Abstract

The Ziway–Shala basin, in the Main Ethiopian Rift (MER), is a reference site for regional to global paleoclimatic reconstructions. We undertook and interpreted a stratigraphical, pedological and geomorphological study, including a new geological map scale 1:250,000, to provide a Late Quaternary-centred revised geological history of the basin. 1 The map can be found at the back of this issue. 1 We mapped several Late Quaternary sedimentary units and arranged them in four major unconformity-bounded stratigraphic units (synthems), recording equivalent phases of geomorphic change. A new, extensive, soil survey allowed us to establish a pedostratigraphic unit, the T’ora geosol, as a distinctive marker of landscape stability and instability in the area during the Holocene. Climate change was a major control on geo-morphologic evolution of this area during the intense climate fluctuations of the last 100,000 years. Extensive lake systems developed during relatively humid Last Glacial interstadials and in the early-mid Holocene; this last was characterized by short, but high-amplitude, regressions during arid pulses. Major lakes’ lowering occurred in the terminal Pleistocene and in the last 5000 years.
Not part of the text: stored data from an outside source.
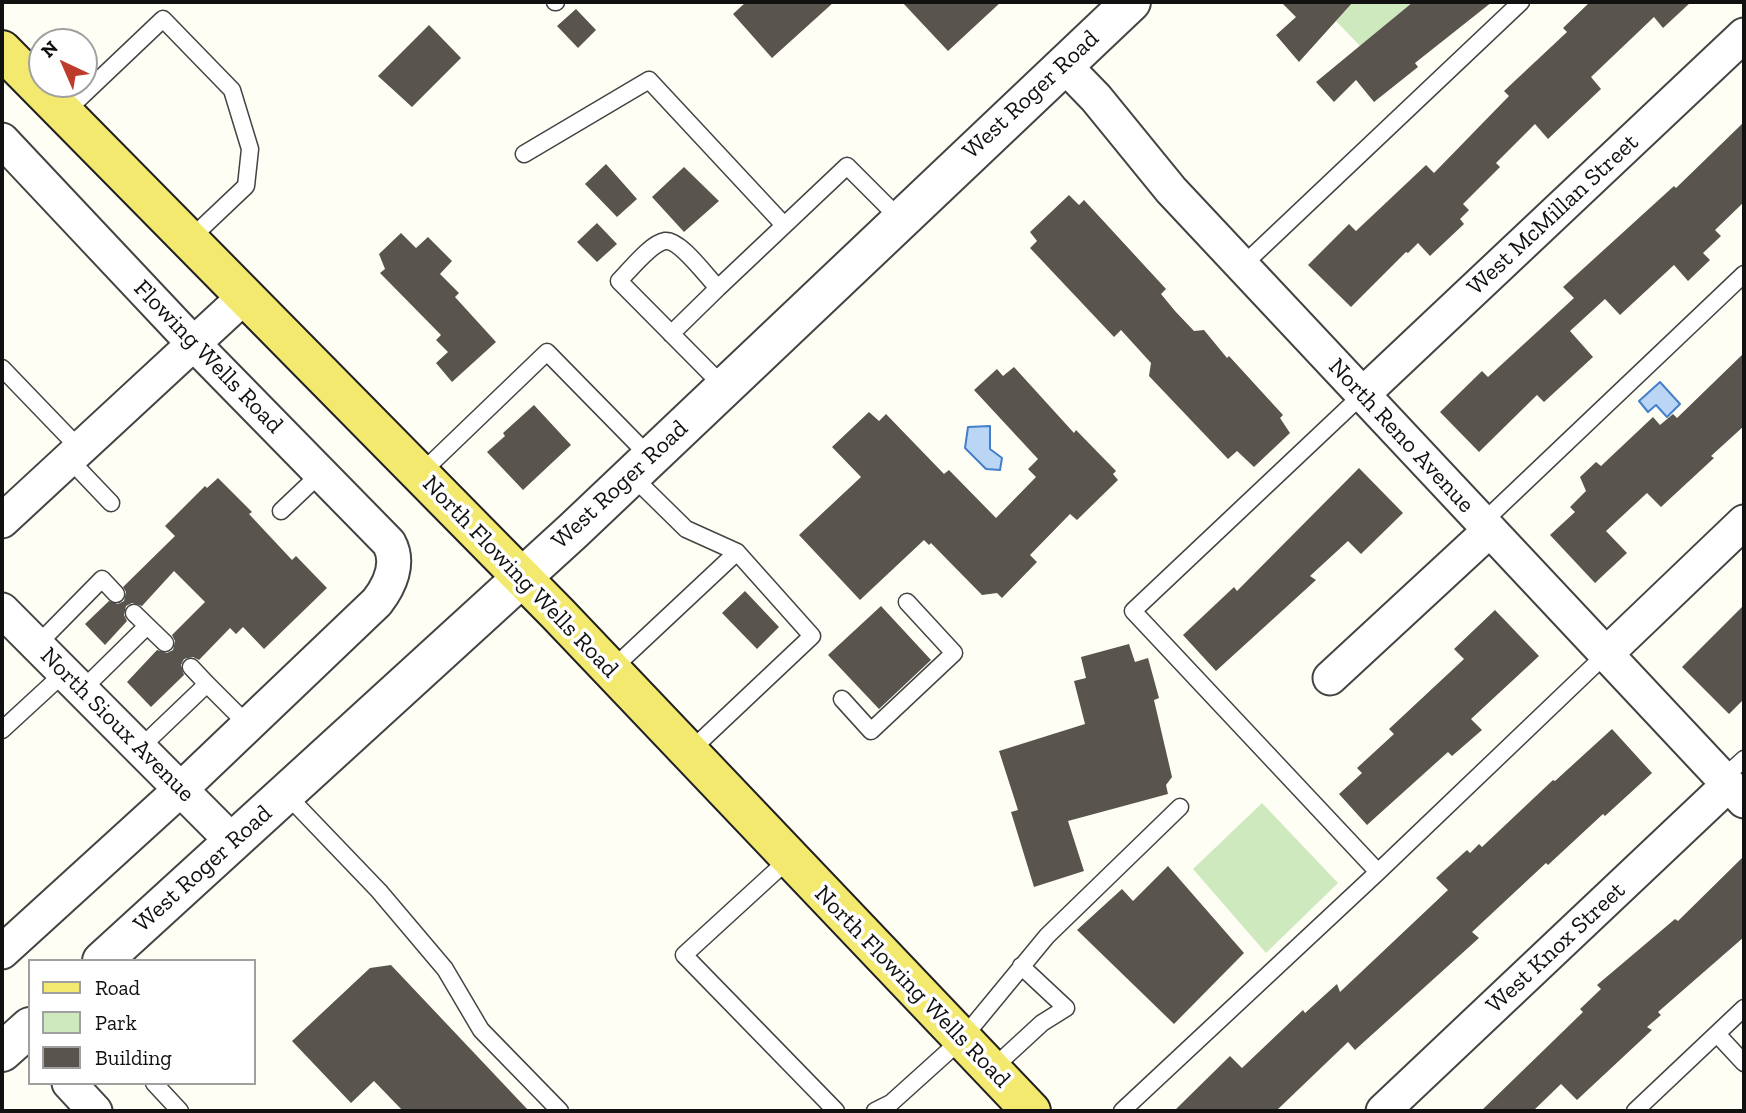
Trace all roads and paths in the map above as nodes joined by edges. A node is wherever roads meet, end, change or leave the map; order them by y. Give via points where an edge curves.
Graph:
1 (1521, 2) edge
2 (1113, 7) edge
3 (1744, 35) edge
4 (2, 50) edge
5 (1064, 65) junction
6 (64, 113) junction
7 (2, 140) edge
8 (524, 155) dead end
9 (901, 220) junction
10 (785, 225) junction
11 (189, 240) junction
12 (1242, 266) junction
13 (1744, 274) edge
14 (718, 288) junction
15 (244, 297) junction
16 (671, 334) junction
17 (194, 344) junction
18 (2, 368) edge
19 (725, 388) junction
20 (1362, 395) junction
21 (74, 454) junction
22 (641, 467) junction
23 (321, 473) junction
24 (420, 474) junction
25 (111, 503) dead end
26 (281, 511) dead end
27 (2, 521) edge
28 (1744, 522) edge
29 (1486, 526) junction
30 (737, 552) junction
31 (522, 577) junction
32 (116, 594) dead end
33 (907, 602) dead end
34 (2, 610) edge
35 (134, 613) dead end
36 (147, 626) junction
37 (165, 643) dead end
38 (37, 645) junction
39 (1605, 655) junction
40 (191, 667) dead end
41 (611, 670) junction
42 (1330, 678) dead end
43 (73, 681) junction
44 (207, 684) junction
45 (842, 699) dead end
46 (248, 726) junction
47 (2, 730) edge
48 (140, 748) junction
49 (689, 752) junction
50 (1735, 781) edge
51 (181, 789) junction
52 (285, 793) junction
53 (1180, 807) dead end
54 (233, 842) junction
55 (790, 858) junction
56 (1378, 872) junction
57 (2, 952) edge
58 (104, 959) edge
59 (1021, 966) junction
60 (1744, 1008) edge
61 (1717, 1034) junction
62 (962, 1039) junction
63 (1744, 1063) edge
64 (991, 1070) junction
65 (71, 1085) edge
66 (156, 1085) edge
67 (95, 1111) edge
68 (180, 1111) edge
69 (560, 1111) edge
70 (836, 1111) edge
71 (875, 1111) edge
72 (1031, 1111) edge
73 (1122, 1111) edge
74 (1383, 1111) edge
75 (1635, 1111) edge

1 - 12 lane
2 - 5 street, West Roger Road
3 - 20 street, West McMillan Street
4 - 6 main road, North Flowing Wells Road
5 - 9 street, West Roger Road
5 - 12 street, North Reno Avenue
6 - 11 main road, North Flowing Wells Road
6 - 11 lane via 163,19 232,90 250,149 246,186
7 - 17 street, Flowing Wells Road
8 - 10 lane via 649,80
9 - 10 lane via 847,166
9 - 19 street, West Roger Road
10 - 14 lane
11 - 15 main road, North Flowing Wells Road
12 - 20 street, North Reno Avenue
13 - 29 lane
14 - 16 lane
14 - 16 lane via 677,243 664,241 652,248 619,281
15 - 17 street
15 - 24 main road, North Flowing Wells Road
16 - 19 lane
17 - 21 street
17 - 23 street, Flowing Wells Road
18 - 21 lane
19 - 22 street, West Roger Road
20 - 29 street, North Reno Avenue
20 - 56 lane via 1133,611
21 - 25 lane
21 - 27 street
22 - 24 lane via 547,352
22 - 30 lane via 686,529
22 - 31 street, West Roger Road
23 - 26 lane
23 - 46 street, Flowing Wells Road via 389,542 393,551 391,581 377,602
24 - 31 main road, North Flowing Wells Road
28 - 39 street
29 - 39 street, North Reno Avenue
29 - 42 street
30 - 41 lane
30 - 49 lane via 813,636
31 - 41 main road, North Flowing Wells Road
31 - 52 street, West Roger Road
32 - 38 lane via 102,579
33 - 45 lane via 954,653 871,731
34 - 38 street, North Sioux Avenue
35 - 36 lane
36 - 37 lane
36 - 43 lane
38 - 43 street, North Sioux Avenue
39 - 50 street, North Reno Avenue
39 - 56 lane
40 - 44 lane
41 - 49 main road, North Flowing Wells Road
43 - 47 lane
43 - 48 street, North Sioux Avenue
44 - 46 lane
44 - 48 lane
46 - 51 street
48 - 51 street, North Sioux Avenue
49 - 55 main road, North Flowing Wells Road
50 - 74 street, West Knox Street
51 - 54 street, North Sioux Avenue
51 - 57 street
52 - 54 street, West Roger Road
52 - 69 lane via 379,891 445,969 481,1030
53 - 59 lane via 1056,926
54 - 58 street, West Roger Road
55 - 62 main road, North Flowing Wells Road
55 - 70 lane via 684,955
56 - 73 lane
59 - 62 lane
59 - 64 lane via 1066,1008 1042,1023
60 - 61 lane
61 - 63 lane
61 - 75 lane
62 - 64 main road, North Flowing Wells Road
62 - 71 lane via 891,1103
64 - 72 main road, North Flowing Wells Road
65 - 67 street
66 - 68 lane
Evidences for high or very high terminal Pleistocene lake levels suggest possible non-climatic controls on changes in lakes’ extension and volumes between Late Pleistocene and Holocene. We suggest that modifications of hydrological thresholds, due to activity of structures parallel and transversal to the MER, established new lakes’ boundaries between terminal Pleistocene and early Holocene, setting the maximum level of Holocene lake systems at about 1670 m a.s.l. The integrated analysis of lacustrine, fluvial, slope and soil systems provided a basis for a general interpretation of relations between climatic changes and geomorphic processes at a basin scale.